[Assignment] Look below. Copy each line that has "edges" in it.

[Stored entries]
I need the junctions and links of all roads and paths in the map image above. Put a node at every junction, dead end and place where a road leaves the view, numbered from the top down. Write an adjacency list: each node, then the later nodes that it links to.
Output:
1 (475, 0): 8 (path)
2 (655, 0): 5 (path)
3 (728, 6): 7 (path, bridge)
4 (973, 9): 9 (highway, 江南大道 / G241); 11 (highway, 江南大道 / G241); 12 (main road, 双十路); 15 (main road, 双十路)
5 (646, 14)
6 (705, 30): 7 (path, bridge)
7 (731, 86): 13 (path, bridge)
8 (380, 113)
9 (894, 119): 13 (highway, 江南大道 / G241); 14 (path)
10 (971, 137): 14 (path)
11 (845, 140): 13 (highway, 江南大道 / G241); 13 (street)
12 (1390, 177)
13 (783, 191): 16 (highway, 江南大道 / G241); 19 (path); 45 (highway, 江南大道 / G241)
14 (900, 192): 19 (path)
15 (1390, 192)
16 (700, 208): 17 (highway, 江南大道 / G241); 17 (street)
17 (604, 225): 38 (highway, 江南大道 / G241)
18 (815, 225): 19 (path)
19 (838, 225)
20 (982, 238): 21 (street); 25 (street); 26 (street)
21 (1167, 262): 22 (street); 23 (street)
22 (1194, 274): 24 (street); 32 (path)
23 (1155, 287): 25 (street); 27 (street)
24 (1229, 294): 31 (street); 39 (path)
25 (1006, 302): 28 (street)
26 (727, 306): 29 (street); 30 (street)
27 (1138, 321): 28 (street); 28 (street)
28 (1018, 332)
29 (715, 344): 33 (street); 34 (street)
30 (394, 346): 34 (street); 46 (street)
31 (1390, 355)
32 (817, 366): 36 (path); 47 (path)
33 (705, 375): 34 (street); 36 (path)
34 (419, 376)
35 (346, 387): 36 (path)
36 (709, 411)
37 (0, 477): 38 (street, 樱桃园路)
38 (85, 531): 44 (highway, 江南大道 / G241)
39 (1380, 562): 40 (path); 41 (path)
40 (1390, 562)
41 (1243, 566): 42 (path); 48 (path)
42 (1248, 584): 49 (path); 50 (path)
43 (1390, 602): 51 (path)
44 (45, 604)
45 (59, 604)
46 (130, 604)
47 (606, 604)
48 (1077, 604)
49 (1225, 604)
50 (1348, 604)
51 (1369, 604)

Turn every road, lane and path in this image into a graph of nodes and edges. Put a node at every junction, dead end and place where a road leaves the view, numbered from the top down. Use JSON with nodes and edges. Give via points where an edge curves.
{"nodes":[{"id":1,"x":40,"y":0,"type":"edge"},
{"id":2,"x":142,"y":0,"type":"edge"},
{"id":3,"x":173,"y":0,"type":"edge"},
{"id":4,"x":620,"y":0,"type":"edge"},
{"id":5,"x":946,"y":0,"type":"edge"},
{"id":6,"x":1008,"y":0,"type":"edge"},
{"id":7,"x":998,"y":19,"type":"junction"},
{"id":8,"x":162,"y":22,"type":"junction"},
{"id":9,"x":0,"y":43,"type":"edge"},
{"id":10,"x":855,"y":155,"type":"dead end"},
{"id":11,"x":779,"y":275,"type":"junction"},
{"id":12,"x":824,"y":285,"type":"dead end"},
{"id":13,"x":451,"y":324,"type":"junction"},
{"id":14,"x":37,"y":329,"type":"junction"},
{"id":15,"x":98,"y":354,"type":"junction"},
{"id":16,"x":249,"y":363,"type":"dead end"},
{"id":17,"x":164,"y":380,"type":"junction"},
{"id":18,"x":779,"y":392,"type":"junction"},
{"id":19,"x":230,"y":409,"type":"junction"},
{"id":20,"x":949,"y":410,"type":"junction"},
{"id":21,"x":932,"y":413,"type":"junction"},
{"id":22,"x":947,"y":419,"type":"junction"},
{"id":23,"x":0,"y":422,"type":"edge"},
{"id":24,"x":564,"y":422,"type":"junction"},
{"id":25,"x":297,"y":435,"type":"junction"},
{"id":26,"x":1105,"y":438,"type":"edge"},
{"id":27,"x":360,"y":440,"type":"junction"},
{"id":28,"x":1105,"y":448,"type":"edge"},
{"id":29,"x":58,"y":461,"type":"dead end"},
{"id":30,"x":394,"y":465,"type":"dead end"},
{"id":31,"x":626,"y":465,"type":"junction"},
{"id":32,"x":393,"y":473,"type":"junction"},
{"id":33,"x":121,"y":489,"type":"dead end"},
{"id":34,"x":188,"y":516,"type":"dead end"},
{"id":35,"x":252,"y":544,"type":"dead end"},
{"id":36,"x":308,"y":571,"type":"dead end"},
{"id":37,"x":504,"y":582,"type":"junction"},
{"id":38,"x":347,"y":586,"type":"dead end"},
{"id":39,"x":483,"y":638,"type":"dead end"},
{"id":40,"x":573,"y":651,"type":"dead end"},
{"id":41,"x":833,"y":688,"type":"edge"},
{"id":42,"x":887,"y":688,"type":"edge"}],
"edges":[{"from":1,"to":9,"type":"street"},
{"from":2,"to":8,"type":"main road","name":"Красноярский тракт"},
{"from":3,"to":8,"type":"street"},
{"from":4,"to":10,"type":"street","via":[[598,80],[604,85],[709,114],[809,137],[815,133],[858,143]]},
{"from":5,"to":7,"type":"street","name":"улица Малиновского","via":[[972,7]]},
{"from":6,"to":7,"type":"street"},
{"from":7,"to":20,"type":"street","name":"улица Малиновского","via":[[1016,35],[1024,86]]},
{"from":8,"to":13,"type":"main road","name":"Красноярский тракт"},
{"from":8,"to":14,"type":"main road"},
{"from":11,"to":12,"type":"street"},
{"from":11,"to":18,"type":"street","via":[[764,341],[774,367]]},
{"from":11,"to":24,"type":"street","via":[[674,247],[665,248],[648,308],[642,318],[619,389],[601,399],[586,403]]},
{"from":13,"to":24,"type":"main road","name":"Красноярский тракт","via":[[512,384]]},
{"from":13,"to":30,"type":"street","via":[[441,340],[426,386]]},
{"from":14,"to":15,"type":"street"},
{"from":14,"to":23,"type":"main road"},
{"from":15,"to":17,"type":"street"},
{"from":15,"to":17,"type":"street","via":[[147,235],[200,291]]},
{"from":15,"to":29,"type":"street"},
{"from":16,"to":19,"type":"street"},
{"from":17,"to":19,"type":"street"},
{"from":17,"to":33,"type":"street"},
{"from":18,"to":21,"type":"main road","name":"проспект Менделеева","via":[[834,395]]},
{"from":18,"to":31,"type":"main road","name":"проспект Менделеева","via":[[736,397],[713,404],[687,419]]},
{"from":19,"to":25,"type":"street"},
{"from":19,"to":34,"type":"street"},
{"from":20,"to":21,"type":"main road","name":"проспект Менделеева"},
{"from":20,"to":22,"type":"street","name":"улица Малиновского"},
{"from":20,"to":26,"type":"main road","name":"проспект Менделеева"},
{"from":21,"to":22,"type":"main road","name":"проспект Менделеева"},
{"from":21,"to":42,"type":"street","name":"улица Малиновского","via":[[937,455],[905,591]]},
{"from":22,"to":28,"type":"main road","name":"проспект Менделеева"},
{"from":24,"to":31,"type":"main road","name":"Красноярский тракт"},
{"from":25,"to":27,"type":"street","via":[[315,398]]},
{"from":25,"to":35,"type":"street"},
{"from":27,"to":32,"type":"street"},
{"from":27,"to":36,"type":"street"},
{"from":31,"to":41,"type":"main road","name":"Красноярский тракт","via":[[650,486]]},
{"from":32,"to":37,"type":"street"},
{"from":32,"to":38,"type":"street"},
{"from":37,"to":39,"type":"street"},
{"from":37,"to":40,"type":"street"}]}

[Answer below]
Turn every road, lane and path in this image into a graph of nodes and edges. Put a node at every junction, dead end and place where a road leaves the view, numbered from the top down. Use JSON with nodes and edges. Give via points where an edge curves.
"edges":[{"from":1,"to":9,"type":"street"},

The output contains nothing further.